Science project

Why Does Honey Crystallize?


  • 5 small, identical food jars with lids
  • Masking tape to act as labels
  • Cotton ball
  • Popsicle stick
  • Honey (If possible, get natural honey that’s from a local farm. Some honey is mixed with other substances, and this could change the results of your experiment)
  • Measuring spoons
  • Canola oil
  • Water
  • Freezer
  • Timer
  • Toothpick
  • Digital thermometer


  1. Add a small amount of cold water to each container. Container #1 gets one teaspoon of water, container #2 gets 2 teaspoons, container #3 has 3 teaspoons, and container #4 has 4 teaspoons. The fifth container will have only honey.

Honey Crystal Container Diagram

  1. Add 1 tablespoon of honey to each of the containers. This is the tricky part, since honey doesn’t like to flow easily off a spoon! Oil your spoon using the cotton ball by dipping the ball in the oil and spreading it lightly over the spoon. Next, fill the spoon with honey. Finally, push the honey off the spoon into the container. Use the Popsicle stick if you need to scrape it off the spoon so that you don’t feel tempted to eat the experiment!
  2. Use the popsicle stick to gently mix the honey and the water together in each jar.
  3. Create a hypothesis, your best guess about what is going to happen. When you put your containers in the freezer, which one do you think will crystallize the fastest? Why?
  4. Create a chart to track your findings. The chart will have five rows. On the left side of each row, place the jar numbers. Begin with jar 1 at the top and go down to jar 5 at the bottom. On the top of the chart, place times. The first time is 2 minutes, the second is 4 minutes, and so on. You will place an X under the time when you first see crystals forming. On the side of the chart, create an area for notes. This is where you will note the temperature at which each jar of honey started to crystallize.



2 min

4 min

6 min

8 min

10 min

12 min

14 min

Jar 1








Jar 2








Jar 3








Jar 4








Jar 5









  1. Put all of the jars into the freezer, and set a timer. After 2 minutes, look at the jars and check them for signs of crystallization. The honey may look rough or cloudy. Watch the jars but try not to handle them, since the heat from your hands could change the way the honey crystallizes.
  2. Continue to look at the jars every 2 minutes. If you see crystals forming, place the thermometer into the honey and record the temperature on your chart.


The honey without water will crystallize first.


When we think of crystals, we usually think of precious jewels—but the truth is that many things crystallize. In fact, salt and sugar are both crystals.

When you stir salt into water, it looks like it disappears—but in reality, it’s still there; it’s just dissolved into the water. Let that water dry out, and salt crystals will be left behind. Like salty water, honey is a solution, which means that bits of sugar are spread throughout a liquid.
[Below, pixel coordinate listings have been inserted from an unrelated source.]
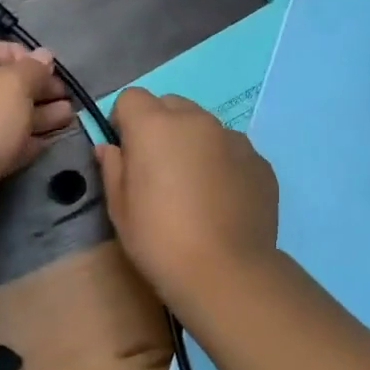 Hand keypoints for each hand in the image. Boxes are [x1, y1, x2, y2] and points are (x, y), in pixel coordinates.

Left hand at [0, 41, 73, 235]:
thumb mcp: (14, 84)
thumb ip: (34, 69)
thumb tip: (44, 56)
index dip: (27, 58)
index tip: (54, 70)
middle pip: (3, 85)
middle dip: (38, 90)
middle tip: (68, 97)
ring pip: (7, 116)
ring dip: (39, 115)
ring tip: (70, 117)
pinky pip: (3, 143)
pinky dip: (26, 141)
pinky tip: (50, 141)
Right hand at [95, 89, 278, 309]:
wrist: (225, 272)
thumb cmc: (158, 240)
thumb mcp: (119, 208)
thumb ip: (112, 168)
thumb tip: (110, 148)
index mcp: (155, 126)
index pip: (132, 98)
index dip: (124, 122)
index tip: (126, 154)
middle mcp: (197, 121)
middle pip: (171, 105)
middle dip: (160, 127)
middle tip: (158, 170)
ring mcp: (234, 139)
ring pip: (205, 128)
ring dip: (193, 145)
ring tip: (194, 189)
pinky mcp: (260, 162)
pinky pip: (232, 151)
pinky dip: (222, 165)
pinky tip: (221, 202) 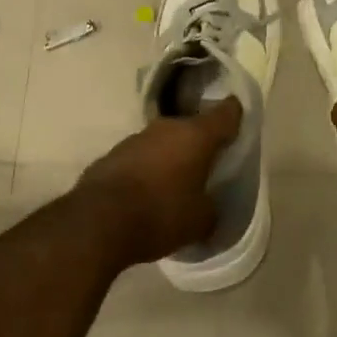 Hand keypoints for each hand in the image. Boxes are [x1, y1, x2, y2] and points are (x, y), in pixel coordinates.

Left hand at [73, 97, 242, 265]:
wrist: (97, 223)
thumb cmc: (161, 214)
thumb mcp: (201, 221)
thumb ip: (211, 207)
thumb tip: (207, 204)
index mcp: (196, 136)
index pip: (225, 113)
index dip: (235, 114)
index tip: (239, 118)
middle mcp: (166, 128)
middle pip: (191, 128)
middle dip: (200, 143)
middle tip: (207, 163)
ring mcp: (135, 139)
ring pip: (163, 142)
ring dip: (170, 157)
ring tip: (175, 183)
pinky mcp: (111, 155)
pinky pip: (139, 158)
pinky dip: (147, 170)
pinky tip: (146, 194)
When honey crystallizes, the honey molecules spread throughout the liquid come together to form solid crystals, and the more dissolved bits of a solute there are in a solution, the faster that solution will crystallize as it cools down. Mixing more water into a solution makes it crystallize more slowly.

Heat also changes how quickly crystals form. Every solution has a temperature at which the solid is spread throughout the liquid. For honey, this is around room temperature.
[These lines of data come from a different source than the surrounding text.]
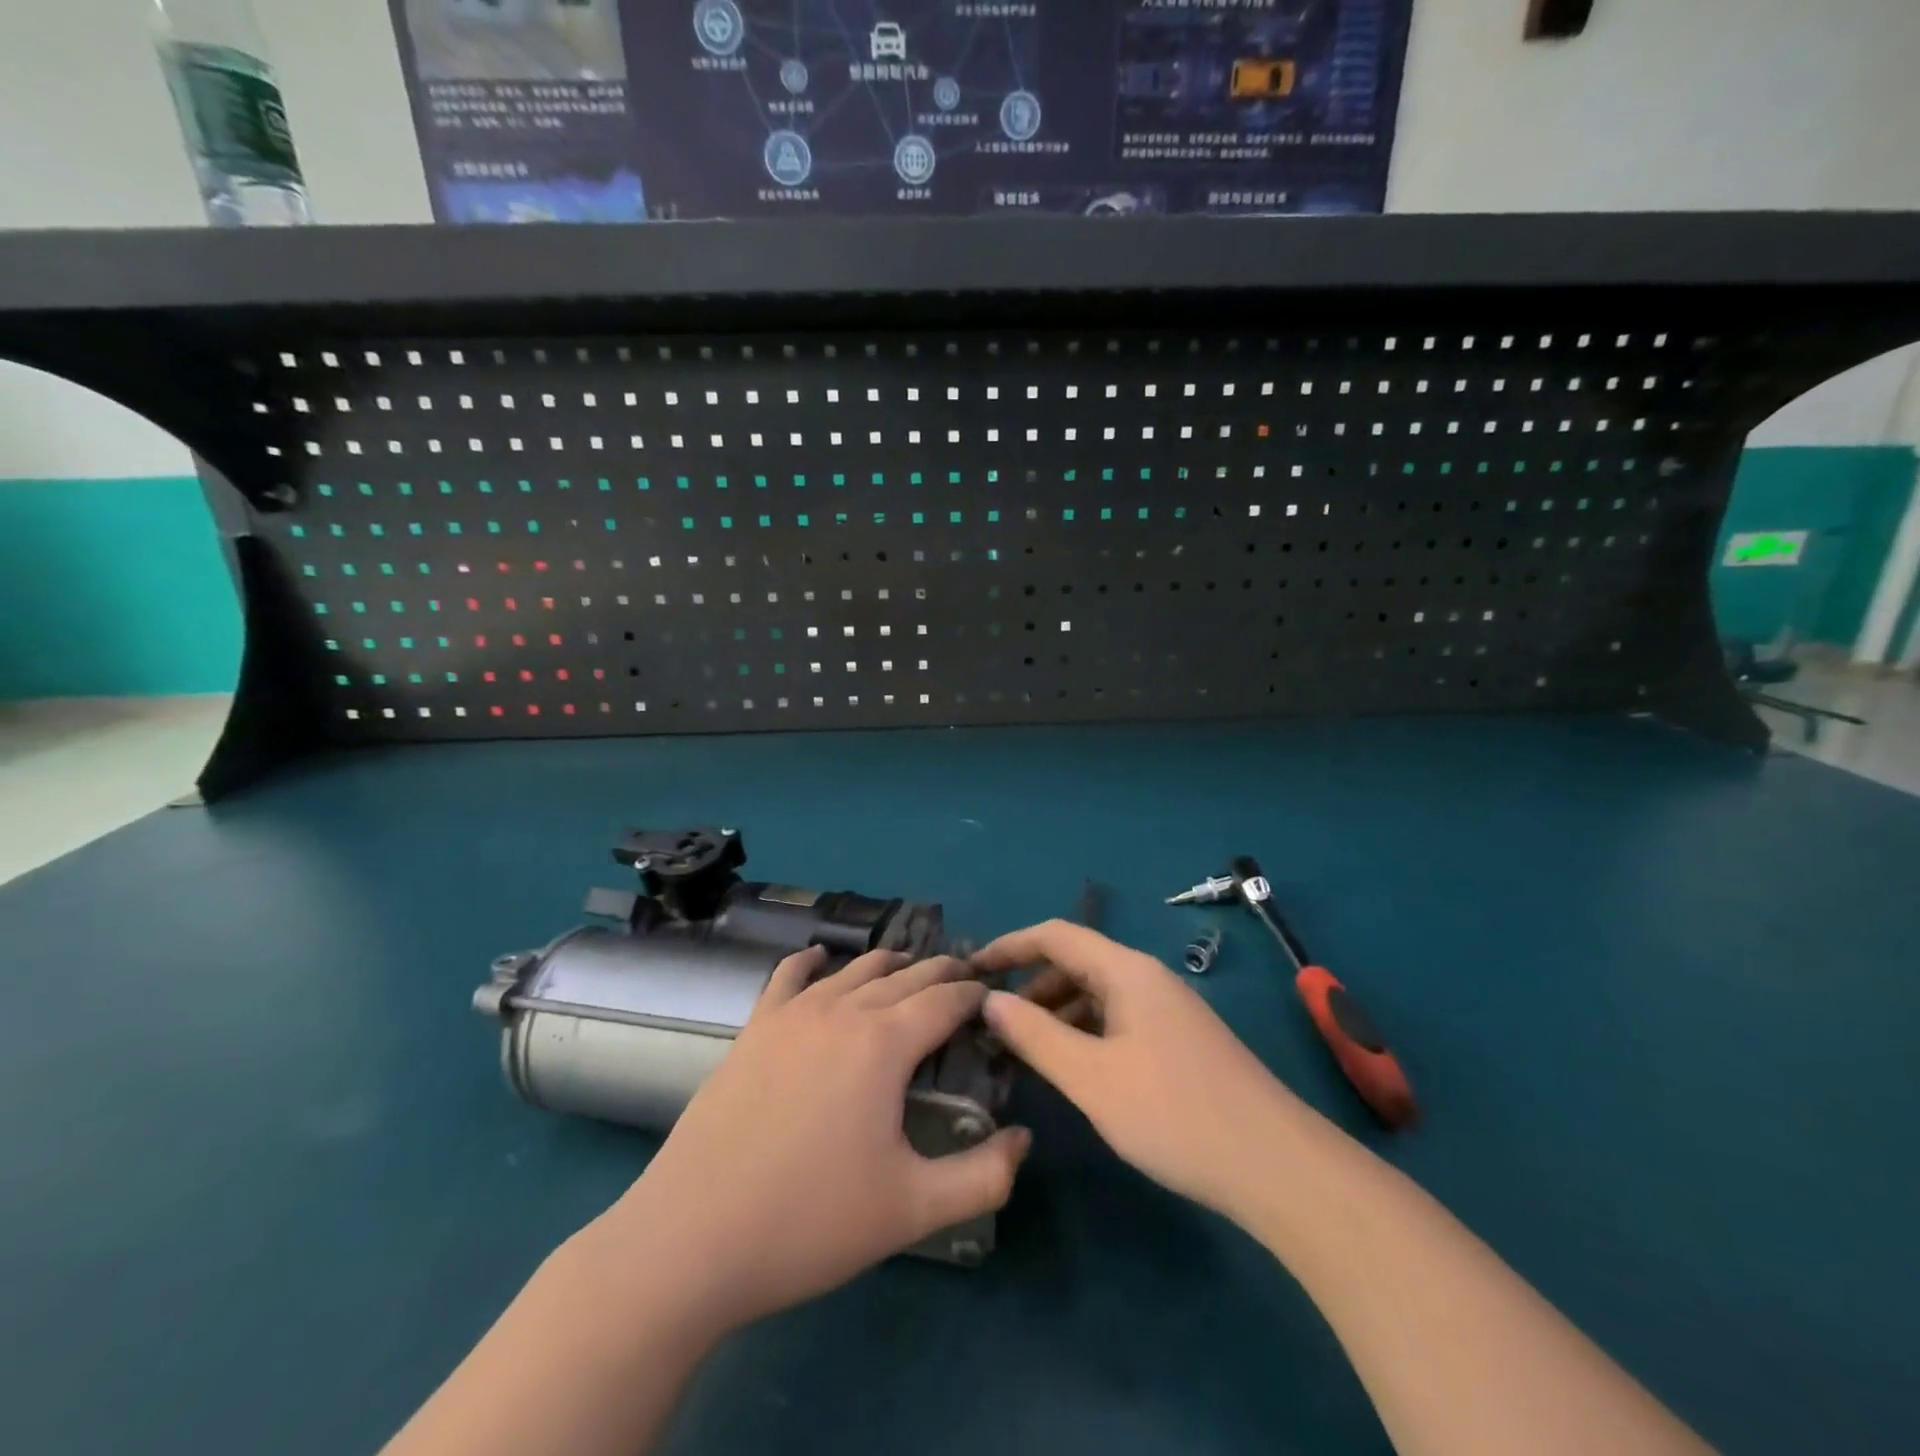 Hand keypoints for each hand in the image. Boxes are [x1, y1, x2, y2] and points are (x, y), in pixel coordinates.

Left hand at [599, 946, 1029, 1335]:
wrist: (692, 1240)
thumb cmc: (810, 1223)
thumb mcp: (912, 1210)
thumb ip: (983, 1176)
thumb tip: (1024, 1140)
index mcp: (885, 1043)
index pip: (946, 998)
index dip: (976, 993)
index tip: (995, 997)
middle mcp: (842, 1011)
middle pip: (905, 975)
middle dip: (942, 972)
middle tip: (965, 981)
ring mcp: (792, 1015)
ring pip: (854, 970)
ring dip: (890, 965)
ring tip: (911, 972)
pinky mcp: (753, 1029)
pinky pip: (787, 976)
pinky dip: (811, 961)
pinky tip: (819, 958)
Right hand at [975, 920, 1298, 1218]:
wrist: (1275, 1165)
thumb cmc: (1174, 1113)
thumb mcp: (1092, 1077)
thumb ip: (1035, 1035)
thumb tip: (989, 1000)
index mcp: (1126, 971)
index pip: (1055, 935)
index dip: (1009, 946)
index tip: (971, 969)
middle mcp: (1146, 978)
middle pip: (1075, 962)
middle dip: (1029, 985)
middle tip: (990, 1021)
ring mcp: (1166, 1010)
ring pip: (1096, 995)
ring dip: (1055, 1013)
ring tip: (1020, 1050)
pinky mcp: (1177, 1042)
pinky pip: (1116, 1021)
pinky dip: (1083, 1033)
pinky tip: (1070, 1069)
Honey is made up of a lot more than just sugar and water! Raw honey contains many different nutrients and may even contain bits of pollen. Some honey comes the nectar bees gather from specific flowers, such as clover, while other honey is a mixture of different nectar sources. Try this experiment again, using honey from the nectar of different flowers. Do the flowers make a difference when it comes to honey crystallization? Why? Do some flowers have sweeter nectar than others?